Treatment success rates varied among hospitals [p < 0.001]. The referral hospital in the regional state’s capital achieved highest (92.7%) success rate compared to the two other hospitals (83.7% and 82.9%) which had relatively higher default rates and located in less urbanized zonal towns. This discrepancy could be related to patients’ compliance to treatment or healthcare providers’ performance. Majority of the people in lower performing hospitals are pastoralist and the recurrent droughts usually force pastoralists to migrate for pasture. In addition, these hospitals usually suffer higher health worker turnover as they are located in less urbanized towns with poor access to infrastructure and harshly weather. This inter-facility variation is supported by studies in Nigeria [37, 38], Northwest Ethiopia [23, 26] and Southern Ethiopia [20, 45]. However, we could not examine the difference between urban and rural patients since patient addresses were not well documented in the register.

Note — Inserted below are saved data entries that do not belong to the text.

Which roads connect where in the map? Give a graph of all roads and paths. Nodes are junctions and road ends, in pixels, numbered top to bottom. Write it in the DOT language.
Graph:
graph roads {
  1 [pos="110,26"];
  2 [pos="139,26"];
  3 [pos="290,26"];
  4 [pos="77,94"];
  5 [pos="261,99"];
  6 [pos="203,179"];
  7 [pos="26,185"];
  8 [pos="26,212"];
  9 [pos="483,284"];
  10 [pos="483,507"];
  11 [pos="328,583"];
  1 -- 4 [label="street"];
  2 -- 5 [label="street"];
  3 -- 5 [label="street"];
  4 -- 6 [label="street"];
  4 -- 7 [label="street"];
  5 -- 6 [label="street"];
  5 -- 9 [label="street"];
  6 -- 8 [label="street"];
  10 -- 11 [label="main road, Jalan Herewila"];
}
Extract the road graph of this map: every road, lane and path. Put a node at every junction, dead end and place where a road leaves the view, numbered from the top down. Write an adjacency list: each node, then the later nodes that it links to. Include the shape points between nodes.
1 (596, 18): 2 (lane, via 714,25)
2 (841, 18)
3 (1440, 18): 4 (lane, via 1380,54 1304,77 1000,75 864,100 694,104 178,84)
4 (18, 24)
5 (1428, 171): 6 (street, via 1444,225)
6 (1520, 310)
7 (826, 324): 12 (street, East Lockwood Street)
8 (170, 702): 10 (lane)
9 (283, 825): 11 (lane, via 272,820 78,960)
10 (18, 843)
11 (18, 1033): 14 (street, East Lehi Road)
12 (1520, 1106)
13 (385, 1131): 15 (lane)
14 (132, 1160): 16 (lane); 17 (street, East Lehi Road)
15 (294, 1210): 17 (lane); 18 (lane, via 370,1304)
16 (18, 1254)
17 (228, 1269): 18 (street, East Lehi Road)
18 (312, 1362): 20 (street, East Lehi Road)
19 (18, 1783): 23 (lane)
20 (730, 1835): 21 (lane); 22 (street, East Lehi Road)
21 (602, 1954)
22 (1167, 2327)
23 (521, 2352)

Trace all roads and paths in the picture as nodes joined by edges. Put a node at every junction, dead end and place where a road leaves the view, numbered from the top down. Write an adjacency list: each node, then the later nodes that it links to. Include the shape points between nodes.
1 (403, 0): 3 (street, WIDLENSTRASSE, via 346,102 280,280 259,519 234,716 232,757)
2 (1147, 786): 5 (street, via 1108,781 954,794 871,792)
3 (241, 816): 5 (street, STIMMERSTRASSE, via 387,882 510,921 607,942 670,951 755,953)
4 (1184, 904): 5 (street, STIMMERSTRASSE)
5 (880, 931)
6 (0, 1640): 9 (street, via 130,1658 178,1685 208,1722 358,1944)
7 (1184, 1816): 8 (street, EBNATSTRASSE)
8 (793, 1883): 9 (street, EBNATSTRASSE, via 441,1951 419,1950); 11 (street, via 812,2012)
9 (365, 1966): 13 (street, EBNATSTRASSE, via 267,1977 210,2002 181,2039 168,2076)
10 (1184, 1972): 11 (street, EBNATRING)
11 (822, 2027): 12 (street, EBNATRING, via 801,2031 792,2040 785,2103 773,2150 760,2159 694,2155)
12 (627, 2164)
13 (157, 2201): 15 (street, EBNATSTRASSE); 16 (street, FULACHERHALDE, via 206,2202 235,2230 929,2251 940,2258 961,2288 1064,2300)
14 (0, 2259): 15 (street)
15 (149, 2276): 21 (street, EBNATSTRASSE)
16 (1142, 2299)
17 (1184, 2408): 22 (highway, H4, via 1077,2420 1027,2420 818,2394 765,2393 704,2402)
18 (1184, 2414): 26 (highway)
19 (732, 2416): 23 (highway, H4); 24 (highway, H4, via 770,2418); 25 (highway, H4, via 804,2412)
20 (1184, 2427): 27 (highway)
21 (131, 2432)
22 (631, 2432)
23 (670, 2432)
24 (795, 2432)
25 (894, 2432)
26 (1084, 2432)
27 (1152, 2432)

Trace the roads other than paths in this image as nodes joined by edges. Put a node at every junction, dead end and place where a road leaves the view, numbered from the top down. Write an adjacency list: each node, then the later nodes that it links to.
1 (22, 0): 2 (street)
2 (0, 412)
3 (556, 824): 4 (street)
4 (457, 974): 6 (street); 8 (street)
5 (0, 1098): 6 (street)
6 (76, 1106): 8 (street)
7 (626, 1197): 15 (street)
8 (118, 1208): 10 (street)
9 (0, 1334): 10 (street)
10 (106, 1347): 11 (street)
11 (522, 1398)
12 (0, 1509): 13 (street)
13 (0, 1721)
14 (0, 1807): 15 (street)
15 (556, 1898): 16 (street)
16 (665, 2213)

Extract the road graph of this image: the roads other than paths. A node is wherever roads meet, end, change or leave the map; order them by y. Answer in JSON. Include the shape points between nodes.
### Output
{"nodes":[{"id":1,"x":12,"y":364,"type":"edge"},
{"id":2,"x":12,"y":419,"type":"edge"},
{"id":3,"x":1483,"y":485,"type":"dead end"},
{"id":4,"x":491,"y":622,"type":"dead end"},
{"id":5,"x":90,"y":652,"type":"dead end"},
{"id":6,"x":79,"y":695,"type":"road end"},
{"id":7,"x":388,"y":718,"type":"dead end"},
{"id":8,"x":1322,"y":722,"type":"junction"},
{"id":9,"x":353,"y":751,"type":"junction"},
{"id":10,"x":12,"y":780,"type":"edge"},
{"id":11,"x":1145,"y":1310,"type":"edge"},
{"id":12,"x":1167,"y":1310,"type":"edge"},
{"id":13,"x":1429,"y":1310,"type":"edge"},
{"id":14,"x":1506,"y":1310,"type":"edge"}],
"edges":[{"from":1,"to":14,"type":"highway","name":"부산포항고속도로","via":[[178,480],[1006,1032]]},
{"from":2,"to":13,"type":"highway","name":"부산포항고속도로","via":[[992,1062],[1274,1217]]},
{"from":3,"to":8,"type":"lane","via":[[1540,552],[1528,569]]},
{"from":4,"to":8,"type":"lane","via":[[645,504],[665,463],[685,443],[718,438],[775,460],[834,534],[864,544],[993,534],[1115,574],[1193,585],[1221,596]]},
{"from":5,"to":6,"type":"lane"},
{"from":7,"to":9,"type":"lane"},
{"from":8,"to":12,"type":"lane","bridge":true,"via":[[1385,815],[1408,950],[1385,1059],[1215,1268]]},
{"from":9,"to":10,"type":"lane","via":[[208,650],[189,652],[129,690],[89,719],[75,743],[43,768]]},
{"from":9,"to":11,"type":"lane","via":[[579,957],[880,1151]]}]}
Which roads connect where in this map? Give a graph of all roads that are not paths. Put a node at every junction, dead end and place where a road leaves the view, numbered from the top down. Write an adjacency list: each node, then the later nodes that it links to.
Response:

Our study is subjected to some limitations. We were not able to assess all predictors of unsuccessful TB treatment outcome since the patient register book did not have records of some important variables including residence, income, family size, occupation, and the presence of other co-morbidities that could affect treatment outcomes. The real cause of death was not recorded which would have helped to rule out deaths by other causes. Furthermore, we could not find data on daily adherence of patients to their treatment that would have influenced their treatment outcomes.

Conclusion

The DOTS strategy seems to have enhanced TB treatment success in Ethiopian Somali Regional State where the overall treatment success rate for all forms of TB aligned to the WHO target for 2011–2015. However, the trend of treatment success was not linear, rather unpredictably adverse treatment outcomes could occur anywhere and anytime. Moreover, TB patients with previous history of treatment had higher odds of death or failure to cure after initiation of retreatment. Forefront of the higher risk of unsuccessful treatment outcome, the majority of retreatment patients were PTB+ cases so that it could enhance the transmission of vastly hazardous strains to susceptible persons. Hence, continual effort to effectively execute DOTS strategy should be strengthened universally in all health facilities as undesirable outcomes can occur intermittently. What’s more, DOTS providers should monitor retreatment TB cases more frequently than the recommended interval to evaluate their response to retreatment and take early actions accordingly. Further prospective studies with strong design could help to revise the current follow-up guideline.